AIM OF THE TASK =
Check each line of the records below and collect those holding "Plain".

SUPPLIED ENTRIES =

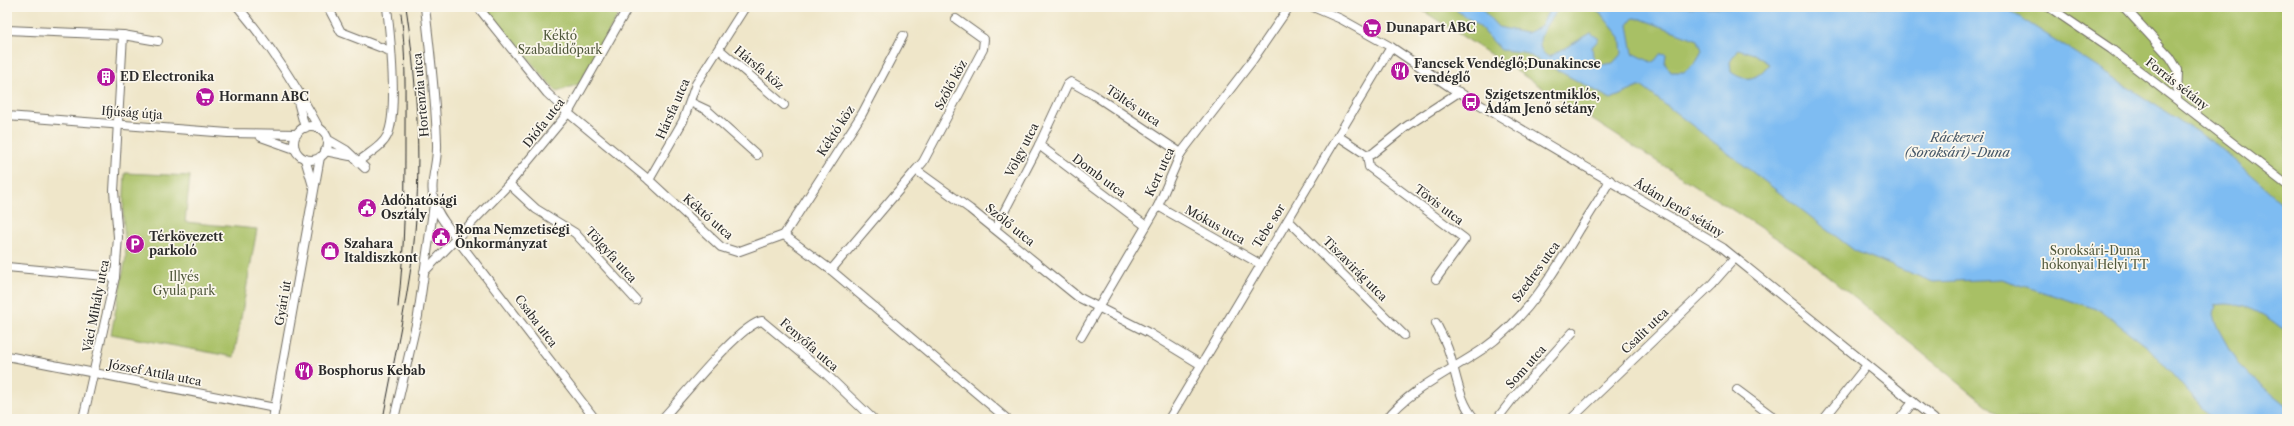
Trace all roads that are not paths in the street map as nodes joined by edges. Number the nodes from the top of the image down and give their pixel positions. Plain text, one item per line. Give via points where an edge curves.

...

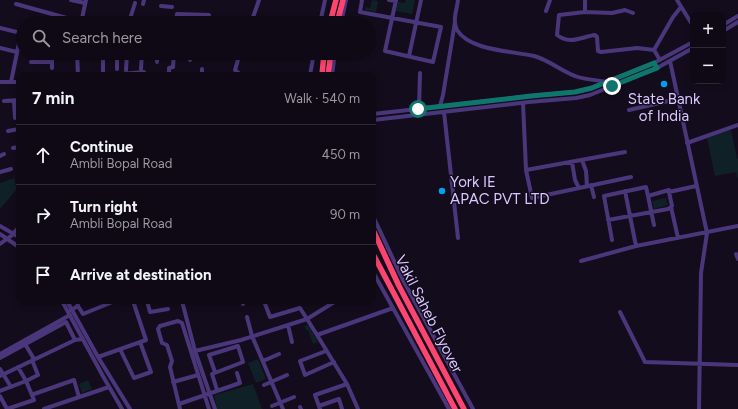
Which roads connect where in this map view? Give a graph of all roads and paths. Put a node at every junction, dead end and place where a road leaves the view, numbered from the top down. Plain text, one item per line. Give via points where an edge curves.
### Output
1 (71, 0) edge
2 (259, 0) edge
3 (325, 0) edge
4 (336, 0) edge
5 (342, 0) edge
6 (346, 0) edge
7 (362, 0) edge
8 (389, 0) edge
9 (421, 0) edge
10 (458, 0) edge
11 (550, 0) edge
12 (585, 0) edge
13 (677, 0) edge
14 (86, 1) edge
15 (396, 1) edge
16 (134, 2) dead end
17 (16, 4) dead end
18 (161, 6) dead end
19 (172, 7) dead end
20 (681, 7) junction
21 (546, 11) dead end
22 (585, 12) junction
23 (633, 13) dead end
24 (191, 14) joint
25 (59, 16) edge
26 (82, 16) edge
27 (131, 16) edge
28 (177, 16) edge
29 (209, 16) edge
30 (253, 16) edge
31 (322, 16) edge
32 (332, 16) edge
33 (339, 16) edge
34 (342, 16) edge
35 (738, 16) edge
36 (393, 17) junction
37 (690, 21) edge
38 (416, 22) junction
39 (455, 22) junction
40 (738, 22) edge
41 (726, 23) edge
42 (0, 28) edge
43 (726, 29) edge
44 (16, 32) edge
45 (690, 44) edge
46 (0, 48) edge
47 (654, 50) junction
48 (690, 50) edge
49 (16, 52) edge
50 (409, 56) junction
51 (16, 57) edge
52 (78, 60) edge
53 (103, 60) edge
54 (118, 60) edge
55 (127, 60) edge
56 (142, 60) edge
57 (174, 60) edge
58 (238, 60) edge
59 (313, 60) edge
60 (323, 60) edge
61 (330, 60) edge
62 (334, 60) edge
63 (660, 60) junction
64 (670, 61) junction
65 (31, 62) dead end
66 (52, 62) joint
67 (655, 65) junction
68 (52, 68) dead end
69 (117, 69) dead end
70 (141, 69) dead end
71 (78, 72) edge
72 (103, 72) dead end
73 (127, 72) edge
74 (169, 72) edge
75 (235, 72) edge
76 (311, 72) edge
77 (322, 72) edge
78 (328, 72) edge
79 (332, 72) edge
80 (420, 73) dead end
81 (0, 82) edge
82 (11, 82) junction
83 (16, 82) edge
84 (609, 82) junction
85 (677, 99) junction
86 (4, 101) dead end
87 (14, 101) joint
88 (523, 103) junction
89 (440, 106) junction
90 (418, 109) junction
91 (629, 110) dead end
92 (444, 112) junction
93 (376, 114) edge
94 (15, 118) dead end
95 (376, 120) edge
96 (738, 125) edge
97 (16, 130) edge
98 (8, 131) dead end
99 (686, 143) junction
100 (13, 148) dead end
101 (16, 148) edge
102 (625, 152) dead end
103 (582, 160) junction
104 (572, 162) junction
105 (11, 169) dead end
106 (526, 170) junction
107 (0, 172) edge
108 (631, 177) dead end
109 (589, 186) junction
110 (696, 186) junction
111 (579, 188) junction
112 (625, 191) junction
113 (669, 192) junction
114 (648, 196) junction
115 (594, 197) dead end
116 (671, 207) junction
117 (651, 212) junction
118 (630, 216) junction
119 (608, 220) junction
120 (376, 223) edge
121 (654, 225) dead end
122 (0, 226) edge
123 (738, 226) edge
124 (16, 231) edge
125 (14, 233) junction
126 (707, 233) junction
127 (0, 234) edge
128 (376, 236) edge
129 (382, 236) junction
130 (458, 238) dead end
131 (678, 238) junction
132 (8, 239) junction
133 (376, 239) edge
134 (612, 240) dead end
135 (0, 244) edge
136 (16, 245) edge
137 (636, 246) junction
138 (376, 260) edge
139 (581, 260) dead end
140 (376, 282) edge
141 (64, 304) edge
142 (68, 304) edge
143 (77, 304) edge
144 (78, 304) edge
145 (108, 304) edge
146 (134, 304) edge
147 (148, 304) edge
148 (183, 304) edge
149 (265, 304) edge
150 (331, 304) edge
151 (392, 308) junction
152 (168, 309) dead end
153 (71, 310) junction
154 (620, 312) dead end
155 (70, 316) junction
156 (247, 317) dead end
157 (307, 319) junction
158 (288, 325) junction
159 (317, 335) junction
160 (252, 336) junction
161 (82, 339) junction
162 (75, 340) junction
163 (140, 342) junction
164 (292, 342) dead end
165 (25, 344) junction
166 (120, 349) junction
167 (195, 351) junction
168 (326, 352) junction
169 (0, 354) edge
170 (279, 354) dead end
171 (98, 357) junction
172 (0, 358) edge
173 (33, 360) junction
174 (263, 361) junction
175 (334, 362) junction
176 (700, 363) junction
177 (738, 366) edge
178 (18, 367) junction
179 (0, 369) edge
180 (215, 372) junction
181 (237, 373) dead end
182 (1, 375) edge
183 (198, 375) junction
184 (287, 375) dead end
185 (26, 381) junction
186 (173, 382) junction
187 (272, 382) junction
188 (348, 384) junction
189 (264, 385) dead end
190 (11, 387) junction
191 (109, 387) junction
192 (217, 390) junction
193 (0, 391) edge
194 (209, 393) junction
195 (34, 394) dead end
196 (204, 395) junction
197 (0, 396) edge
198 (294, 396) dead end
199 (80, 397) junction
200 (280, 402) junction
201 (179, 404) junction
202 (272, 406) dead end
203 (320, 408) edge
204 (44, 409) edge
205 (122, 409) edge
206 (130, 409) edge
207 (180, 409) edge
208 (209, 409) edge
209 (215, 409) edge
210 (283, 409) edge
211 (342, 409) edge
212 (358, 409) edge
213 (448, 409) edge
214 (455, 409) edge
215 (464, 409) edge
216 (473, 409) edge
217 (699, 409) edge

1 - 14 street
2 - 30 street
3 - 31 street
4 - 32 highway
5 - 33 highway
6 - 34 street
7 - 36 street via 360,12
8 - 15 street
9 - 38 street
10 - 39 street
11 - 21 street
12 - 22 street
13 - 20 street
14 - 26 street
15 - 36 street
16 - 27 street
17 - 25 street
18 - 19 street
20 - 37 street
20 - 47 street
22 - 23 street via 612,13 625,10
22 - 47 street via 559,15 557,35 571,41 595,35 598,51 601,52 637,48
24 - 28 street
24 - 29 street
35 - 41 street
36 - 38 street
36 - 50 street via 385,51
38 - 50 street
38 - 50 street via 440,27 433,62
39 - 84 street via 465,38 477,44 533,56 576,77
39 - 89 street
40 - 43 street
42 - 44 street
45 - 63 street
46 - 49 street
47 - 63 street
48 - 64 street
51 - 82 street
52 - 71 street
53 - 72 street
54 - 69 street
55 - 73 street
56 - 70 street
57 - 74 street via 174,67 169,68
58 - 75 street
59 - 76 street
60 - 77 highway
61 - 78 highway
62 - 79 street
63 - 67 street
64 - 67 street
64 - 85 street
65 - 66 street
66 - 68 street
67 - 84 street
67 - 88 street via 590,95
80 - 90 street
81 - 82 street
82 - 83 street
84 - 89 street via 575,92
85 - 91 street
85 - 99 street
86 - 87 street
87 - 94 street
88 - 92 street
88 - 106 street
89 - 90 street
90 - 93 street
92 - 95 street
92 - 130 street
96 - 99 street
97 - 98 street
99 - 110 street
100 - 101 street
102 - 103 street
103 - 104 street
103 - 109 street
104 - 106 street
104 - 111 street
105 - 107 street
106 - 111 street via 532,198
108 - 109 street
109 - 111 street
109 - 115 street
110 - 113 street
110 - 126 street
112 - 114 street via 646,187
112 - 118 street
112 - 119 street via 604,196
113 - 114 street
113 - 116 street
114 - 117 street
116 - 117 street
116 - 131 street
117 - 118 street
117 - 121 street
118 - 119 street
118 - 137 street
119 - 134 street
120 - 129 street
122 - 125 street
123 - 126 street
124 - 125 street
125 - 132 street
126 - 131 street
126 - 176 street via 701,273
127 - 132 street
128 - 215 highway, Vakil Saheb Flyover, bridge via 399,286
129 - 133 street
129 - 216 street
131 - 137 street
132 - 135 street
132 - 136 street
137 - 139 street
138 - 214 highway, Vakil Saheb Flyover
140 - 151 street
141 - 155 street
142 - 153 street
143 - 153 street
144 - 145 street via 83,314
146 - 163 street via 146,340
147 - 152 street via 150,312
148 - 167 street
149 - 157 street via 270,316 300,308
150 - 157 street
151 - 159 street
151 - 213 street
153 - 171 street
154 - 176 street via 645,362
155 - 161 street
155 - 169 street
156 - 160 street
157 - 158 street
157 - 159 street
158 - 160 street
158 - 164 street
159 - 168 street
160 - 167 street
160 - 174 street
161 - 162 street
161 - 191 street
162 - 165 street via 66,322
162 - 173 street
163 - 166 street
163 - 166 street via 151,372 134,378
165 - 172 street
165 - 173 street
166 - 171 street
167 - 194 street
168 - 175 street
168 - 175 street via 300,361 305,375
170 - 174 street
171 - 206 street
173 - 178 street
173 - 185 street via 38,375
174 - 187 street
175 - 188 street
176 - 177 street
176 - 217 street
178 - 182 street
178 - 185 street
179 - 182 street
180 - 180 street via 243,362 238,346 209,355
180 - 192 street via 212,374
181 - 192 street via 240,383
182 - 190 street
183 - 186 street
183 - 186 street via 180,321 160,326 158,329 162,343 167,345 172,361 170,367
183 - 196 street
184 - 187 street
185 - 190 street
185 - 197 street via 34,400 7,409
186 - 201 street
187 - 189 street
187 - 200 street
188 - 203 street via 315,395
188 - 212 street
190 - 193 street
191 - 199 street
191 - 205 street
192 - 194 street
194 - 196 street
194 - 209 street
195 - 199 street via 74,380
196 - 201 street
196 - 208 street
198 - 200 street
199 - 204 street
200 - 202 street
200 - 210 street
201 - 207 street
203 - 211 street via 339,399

...

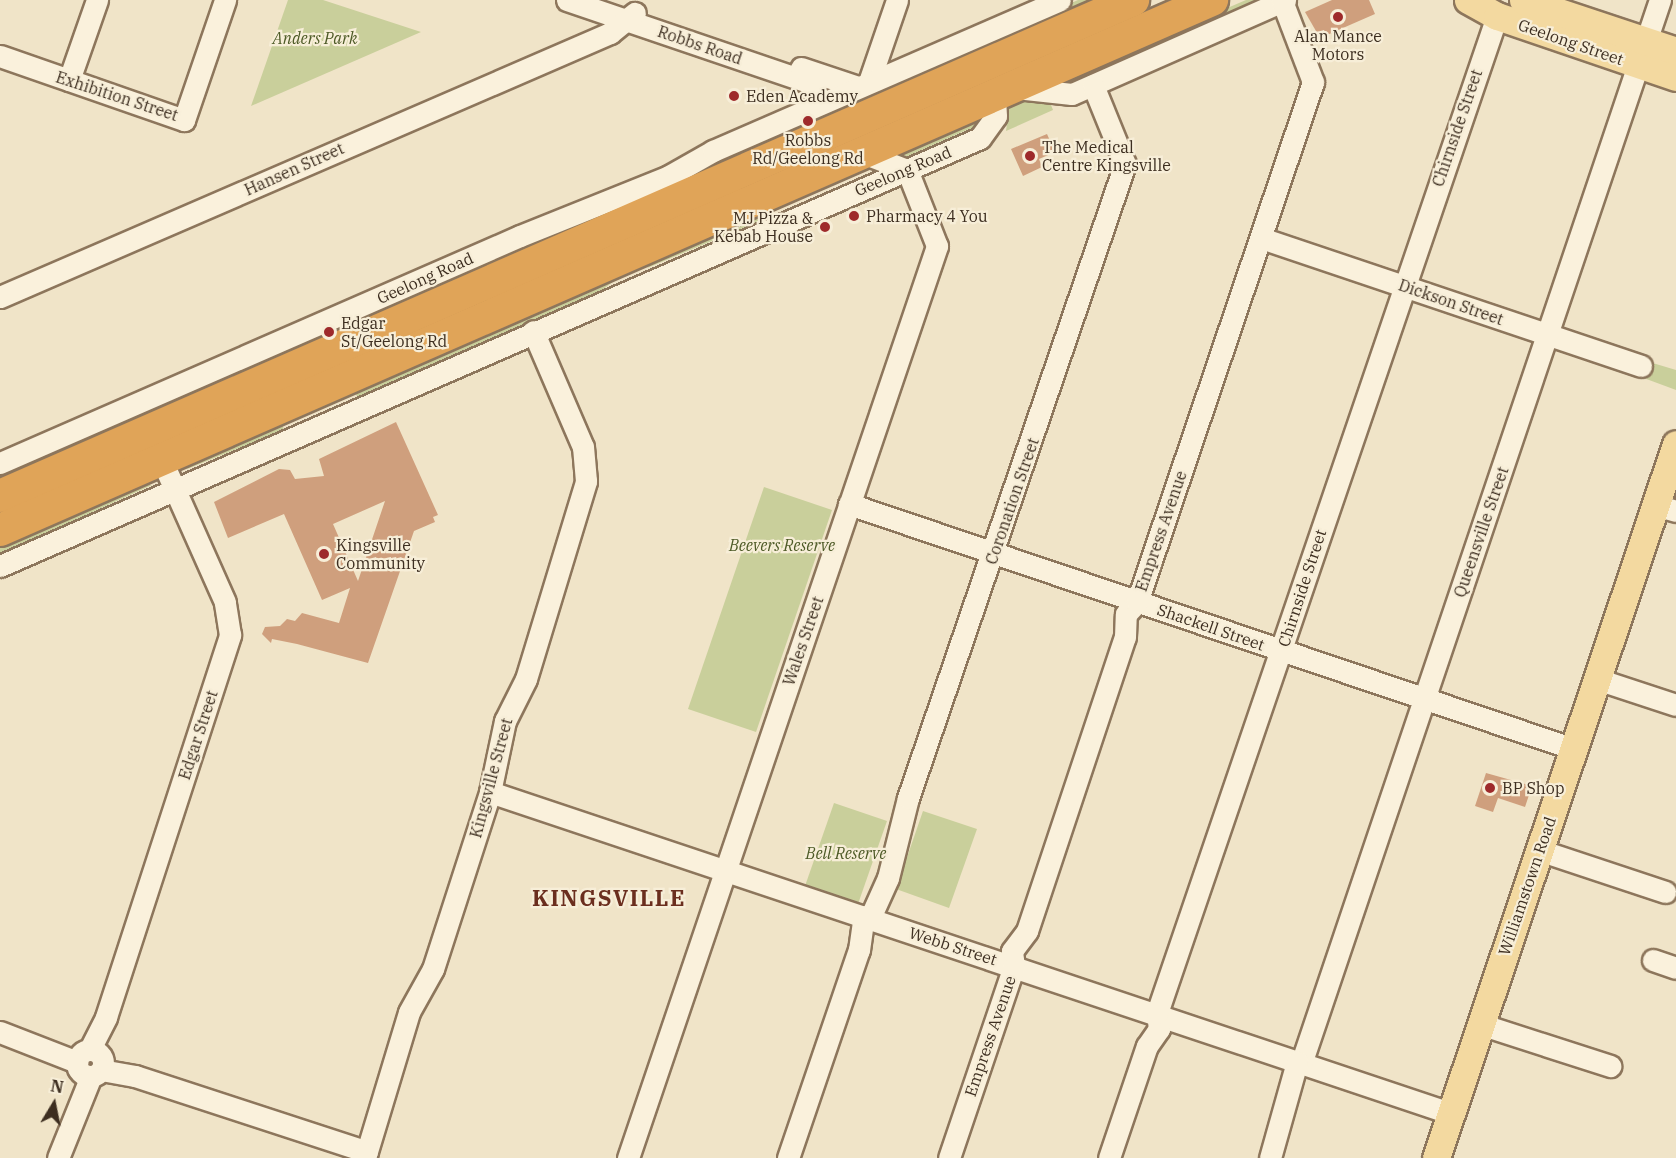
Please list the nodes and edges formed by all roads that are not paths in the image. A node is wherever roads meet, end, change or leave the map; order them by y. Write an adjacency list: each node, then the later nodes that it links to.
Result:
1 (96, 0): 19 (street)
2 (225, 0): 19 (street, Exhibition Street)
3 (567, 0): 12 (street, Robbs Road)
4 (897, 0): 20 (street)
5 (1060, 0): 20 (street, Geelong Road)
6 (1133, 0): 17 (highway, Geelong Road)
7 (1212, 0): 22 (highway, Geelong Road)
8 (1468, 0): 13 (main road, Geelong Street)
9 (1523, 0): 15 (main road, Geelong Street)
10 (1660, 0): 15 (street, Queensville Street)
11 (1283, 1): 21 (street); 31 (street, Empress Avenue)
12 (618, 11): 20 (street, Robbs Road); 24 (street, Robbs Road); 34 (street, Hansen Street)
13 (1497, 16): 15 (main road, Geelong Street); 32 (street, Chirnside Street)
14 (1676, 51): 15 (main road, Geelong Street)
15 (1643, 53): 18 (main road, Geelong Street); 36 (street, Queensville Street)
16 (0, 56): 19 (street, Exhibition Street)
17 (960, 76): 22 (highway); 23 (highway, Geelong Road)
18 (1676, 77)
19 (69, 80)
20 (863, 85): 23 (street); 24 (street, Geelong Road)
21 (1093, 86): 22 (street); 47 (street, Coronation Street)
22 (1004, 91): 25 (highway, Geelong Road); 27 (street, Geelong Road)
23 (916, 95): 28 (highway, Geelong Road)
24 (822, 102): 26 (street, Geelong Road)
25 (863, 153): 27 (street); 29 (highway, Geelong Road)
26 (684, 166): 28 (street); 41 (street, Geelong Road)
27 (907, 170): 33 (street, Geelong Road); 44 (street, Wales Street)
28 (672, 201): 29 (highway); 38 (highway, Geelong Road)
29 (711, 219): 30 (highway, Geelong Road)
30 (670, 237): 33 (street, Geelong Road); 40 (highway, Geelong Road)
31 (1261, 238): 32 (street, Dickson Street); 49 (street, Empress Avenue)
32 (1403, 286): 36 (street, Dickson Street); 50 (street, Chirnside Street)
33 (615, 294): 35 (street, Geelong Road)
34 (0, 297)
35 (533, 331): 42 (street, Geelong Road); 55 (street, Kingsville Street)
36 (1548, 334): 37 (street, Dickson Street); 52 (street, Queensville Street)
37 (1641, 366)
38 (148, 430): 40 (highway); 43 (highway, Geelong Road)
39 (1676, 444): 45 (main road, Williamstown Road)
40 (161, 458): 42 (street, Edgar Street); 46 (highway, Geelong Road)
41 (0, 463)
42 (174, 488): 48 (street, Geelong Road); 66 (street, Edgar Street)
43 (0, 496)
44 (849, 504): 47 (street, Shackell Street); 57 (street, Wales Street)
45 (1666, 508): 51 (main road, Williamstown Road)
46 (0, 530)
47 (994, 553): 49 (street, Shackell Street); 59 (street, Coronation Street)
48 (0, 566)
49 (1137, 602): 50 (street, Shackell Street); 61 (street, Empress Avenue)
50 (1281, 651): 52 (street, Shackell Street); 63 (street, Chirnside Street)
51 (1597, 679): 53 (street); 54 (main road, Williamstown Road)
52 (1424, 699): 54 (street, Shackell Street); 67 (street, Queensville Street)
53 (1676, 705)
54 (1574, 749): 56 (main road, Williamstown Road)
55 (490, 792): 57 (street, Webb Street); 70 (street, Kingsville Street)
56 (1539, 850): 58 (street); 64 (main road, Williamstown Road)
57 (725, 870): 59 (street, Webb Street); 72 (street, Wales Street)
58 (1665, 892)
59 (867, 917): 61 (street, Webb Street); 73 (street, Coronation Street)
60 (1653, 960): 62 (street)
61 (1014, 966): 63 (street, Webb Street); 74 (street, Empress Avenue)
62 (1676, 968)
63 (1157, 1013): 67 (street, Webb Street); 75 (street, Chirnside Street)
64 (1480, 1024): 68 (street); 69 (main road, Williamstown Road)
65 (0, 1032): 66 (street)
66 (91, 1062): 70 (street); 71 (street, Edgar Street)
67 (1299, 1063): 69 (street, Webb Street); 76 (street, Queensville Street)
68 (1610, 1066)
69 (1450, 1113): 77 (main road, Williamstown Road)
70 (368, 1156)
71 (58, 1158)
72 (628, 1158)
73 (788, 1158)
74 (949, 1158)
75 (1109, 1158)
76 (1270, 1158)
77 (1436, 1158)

ANSWER AREA =
Trace all roads that are not paths in the street map as nodes joined by edges. Number the nodes from the top of the image down and give their pixel positions. Plain text, one item per line. Give via points where an edge curves.
Which roads connect where in this map view? Give a graph of all roads and paths. Put a node at every junction, dead end and place where a road leaves the view, numbered from the top down. Plain text, one item per line. Give via points where an edge curves.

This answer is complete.